## PROBLEM DETAILS:
Using the records provided below, locate and copy each line that contains the word "Bobur".
▽
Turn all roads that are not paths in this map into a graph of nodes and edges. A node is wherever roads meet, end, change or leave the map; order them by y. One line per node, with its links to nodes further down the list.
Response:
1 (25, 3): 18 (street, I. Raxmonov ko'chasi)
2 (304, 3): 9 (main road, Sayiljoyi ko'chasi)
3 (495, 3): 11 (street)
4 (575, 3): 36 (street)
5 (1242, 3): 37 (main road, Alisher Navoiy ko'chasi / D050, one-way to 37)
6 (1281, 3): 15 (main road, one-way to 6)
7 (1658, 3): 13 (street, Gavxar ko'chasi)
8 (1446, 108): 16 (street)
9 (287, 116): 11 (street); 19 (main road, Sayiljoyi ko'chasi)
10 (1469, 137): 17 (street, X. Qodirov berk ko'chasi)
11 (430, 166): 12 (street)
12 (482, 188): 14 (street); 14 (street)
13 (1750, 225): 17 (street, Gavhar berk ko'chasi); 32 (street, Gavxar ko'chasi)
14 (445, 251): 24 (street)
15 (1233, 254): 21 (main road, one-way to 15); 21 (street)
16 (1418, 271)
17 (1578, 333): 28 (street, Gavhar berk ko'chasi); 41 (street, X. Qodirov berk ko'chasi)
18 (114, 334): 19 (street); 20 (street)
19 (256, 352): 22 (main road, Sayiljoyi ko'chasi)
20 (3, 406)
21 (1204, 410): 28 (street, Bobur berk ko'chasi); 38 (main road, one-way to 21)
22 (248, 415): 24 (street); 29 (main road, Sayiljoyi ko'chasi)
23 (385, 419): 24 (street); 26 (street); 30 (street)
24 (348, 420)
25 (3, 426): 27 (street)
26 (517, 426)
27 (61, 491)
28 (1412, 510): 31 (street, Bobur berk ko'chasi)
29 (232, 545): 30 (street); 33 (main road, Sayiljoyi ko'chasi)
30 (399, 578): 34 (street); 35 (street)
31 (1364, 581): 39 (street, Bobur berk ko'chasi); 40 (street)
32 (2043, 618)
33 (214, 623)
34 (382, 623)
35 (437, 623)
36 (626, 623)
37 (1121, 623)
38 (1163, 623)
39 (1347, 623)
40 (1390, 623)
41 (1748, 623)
△
## ANSWER BELOW:
21 (1204, 410): 28 (street, Bobur berk ko'chasi); 38 (main road, one-way to 21)
28 (1412, 510): 31 (street, Bobur berk ko'chasi)
31 (1364, 581): 39 (street, Bobur berk ko'chasi); 40 (street)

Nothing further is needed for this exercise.